The invention relates to a device for obtaining heat, comprising at least a first brine circuit in which a first brine pump and at least one heat pump unit with an outside register for utilizing heat of the ambient air are arranged, and at least a second brine circuit in which at least a second brine pump and at least a solar collector are arranged, with the second brine circuit being thermally connected with a heat storage reservoir.
DE 28 09 425 A1 describes a device for covering the heat requirement of the heat consumers of a building, comprising solar collectors which are flowed through by a heat transfer medium and a heat storage reservoir which can be brought into heat exchange with the heat transfer medium of the solar collectors, as well as a heat pump whose brine guided in a closed brine circuit can be brought into heat exchange with the heat storage reservoir. The brine circuit of the heat pump and the circuit of the solar collectors are arranged separated from one another in a hydraulic respect.
An environmental heat source for a heat pump is further known from EP 1 248 055 A2, in which at least two of the three environmental heat sources of air collector, terrestrial heat exchanger and solar absorber are connected in series and can each be bypassed by means of a changeover valve and a bypass line.
EP 0 931 986 B1 describes a solar-power-supplied heating and hot-water plant for a building, without an outside register for utilizing ambient air heat, comprising a solar collector and a solar distribution circuit having a flow pipe and return pipe. A combination heat storage reservoir and plant reservoir of downstream temperature levels are connected to a return distribution pipe in a serially activated manner. The plant reservoir with the lowest temperature level which is formed by a geothermal reservoir is optionally connected directly on the heat output side with a heat pump which supports the combination reservoir in a heat-injecting manner.
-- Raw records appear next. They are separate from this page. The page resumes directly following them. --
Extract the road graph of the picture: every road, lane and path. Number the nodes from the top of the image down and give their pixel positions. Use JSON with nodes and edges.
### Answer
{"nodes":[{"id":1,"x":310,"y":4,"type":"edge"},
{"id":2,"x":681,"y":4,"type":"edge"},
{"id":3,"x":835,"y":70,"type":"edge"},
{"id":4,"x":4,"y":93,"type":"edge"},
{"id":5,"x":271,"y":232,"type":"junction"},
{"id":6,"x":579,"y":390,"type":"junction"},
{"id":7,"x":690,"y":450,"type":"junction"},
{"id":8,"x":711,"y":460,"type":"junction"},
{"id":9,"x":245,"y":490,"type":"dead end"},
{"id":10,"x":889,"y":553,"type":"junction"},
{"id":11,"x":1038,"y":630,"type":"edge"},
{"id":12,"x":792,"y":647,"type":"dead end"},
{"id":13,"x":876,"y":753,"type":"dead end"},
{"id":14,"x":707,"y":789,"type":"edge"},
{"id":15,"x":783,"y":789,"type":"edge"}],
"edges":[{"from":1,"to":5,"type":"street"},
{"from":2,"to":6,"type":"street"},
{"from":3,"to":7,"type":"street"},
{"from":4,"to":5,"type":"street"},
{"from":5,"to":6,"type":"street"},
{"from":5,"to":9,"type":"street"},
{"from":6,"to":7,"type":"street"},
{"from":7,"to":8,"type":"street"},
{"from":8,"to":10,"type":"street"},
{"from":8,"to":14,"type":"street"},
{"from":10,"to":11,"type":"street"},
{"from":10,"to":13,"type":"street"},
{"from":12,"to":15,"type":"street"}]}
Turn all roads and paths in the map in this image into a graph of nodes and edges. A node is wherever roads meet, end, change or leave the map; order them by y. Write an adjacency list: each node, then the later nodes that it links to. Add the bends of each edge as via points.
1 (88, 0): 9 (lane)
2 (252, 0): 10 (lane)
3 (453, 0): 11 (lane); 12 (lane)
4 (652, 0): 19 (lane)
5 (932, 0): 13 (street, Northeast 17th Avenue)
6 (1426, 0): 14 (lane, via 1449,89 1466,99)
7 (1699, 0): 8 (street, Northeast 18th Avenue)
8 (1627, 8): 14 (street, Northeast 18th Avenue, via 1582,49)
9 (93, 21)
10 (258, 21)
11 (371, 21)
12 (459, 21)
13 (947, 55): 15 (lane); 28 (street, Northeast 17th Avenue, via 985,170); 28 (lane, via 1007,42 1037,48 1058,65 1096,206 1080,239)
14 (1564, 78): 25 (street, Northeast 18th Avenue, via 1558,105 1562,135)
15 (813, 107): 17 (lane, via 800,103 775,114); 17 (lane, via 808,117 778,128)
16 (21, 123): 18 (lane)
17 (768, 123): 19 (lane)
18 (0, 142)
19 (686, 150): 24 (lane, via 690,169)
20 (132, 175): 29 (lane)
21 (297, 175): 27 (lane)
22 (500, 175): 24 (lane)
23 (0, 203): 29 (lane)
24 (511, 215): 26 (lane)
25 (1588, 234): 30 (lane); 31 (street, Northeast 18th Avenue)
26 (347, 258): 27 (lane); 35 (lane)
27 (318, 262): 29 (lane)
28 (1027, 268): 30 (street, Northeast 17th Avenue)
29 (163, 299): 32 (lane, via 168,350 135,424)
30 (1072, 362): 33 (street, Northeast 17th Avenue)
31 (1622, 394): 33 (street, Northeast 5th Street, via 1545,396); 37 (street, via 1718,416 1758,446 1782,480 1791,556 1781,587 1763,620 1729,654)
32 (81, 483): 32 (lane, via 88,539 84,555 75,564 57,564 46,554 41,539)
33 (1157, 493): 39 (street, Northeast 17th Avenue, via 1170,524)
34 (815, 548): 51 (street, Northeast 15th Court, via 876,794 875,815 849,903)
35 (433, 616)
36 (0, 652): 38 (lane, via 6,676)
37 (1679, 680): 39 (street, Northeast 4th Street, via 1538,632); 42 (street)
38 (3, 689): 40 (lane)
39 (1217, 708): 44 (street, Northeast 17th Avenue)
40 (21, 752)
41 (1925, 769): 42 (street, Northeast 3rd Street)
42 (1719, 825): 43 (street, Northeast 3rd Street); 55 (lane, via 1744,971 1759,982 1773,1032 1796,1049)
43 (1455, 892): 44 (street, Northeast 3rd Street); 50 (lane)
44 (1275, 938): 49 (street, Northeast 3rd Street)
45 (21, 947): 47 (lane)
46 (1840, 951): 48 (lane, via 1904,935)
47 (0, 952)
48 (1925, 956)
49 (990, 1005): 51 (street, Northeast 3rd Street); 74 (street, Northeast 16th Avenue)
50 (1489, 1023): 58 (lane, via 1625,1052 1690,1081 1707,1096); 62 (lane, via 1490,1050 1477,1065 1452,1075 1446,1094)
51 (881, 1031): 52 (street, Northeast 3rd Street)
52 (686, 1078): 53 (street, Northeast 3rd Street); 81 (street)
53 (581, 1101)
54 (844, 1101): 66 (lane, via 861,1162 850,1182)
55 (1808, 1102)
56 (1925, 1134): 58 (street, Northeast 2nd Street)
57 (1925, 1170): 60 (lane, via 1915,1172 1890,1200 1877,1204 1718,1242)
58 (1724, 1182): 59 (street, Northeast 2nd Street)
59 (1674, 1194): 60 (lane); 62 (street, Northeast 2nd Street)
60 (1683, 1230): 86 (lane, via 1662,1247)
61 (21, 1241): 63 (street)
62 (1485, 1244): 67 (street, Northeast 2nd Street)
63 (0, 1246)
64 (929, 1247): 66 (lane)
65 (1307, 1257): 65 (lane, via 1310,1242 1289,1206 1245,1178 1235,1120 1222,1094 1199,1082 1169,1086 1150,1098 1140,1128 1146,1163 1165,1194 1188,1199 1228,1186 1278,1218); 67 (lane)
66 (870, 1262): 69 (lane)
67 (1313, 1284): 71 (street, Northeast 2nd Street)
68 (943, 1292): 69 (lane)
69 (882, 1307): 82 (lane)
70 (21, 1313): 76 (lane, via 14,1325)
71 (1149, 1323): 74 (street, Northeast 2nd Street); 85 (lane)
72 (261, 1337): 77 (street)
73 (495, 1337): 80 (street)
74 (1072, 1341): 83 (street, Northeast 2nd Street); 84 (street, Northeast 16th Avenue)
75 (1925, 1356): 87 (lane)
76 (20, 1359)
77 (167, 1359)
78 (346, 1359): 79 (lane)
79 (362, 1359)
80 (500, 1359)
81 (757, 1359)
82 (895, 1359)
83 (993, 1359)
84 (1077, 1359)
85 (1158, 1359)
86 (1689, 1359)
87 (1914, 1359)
DE 199 27 027 C1 discloses an arrangement for obtaining heat from solar radiation and environmental energy, consisting of solar collector, heat pump, heat exchanger, temperature difference governors, fluid reservoirs, fluid lines, valves and pumps. The heat pump is connected on the evaporator side with a fluid reservoir with low temperature level and on the condenser side with a fluid reservoir with high temperature level, to which the heat consumers are connected. A further connection of the fluid reservoirs among each other is made thermally via heat exchangers. The solar collector can be optionally connected with a fluid reservoir each. A heat exchanger can be connected upstream of the solar collector with which the flow temperature of the collector can be raised to the level of the ambient temperature. The brine circuit of the solar collector and the water circuit of the water pump are arranged completely separate from each other.
EP 1 674 802 A2 discloses a multifunctional center for heating and/or cooling in residential buildings, comprising a cold store, a combination boiler, a heating circuit for heating the rooms, a device for generating hot water for domestic purposes, a water/water heat pump, an air/water heat pump, a solar brine circuit and a control device. The water/water heat pump is connected via lines both with the cold store as well as with the combination boiler. The air/water heat pump is connected with the cold store. The brine circuit is connected in a thermal respect both with the cold store as well as the combination boiler and is arranged to be completely separated from the circuits of the heat pumps.
Furthermore, a stratified storage reservoir is known from DE 299 14 113 U1,comprising a housing and a water storage reservoir which is arranged therein and which comprises a water return in its bottom region and a water flow in its upper region. The water storage reservoir is subdivided by separating elements into at least two storage zones in which a latent storage material is held with different transformation temperatures.
Devices for obtaining heat with solar collectors tend to form condensation water especially at low outside temperatures, which substantially reduces the life of the solar collector. This problem can be solved with current plants only insufficiently, because it is only possible to use a relatively small number of operating modes.
It is the object of the invention to cover the largest possible number of operating states in a device for obtaining heat of the kind mentioned above. It is a further object of the invention to ensure a high thermal efficiency. It is further an object of the invention to enable effective defrosting in a device of the kind mentioned above.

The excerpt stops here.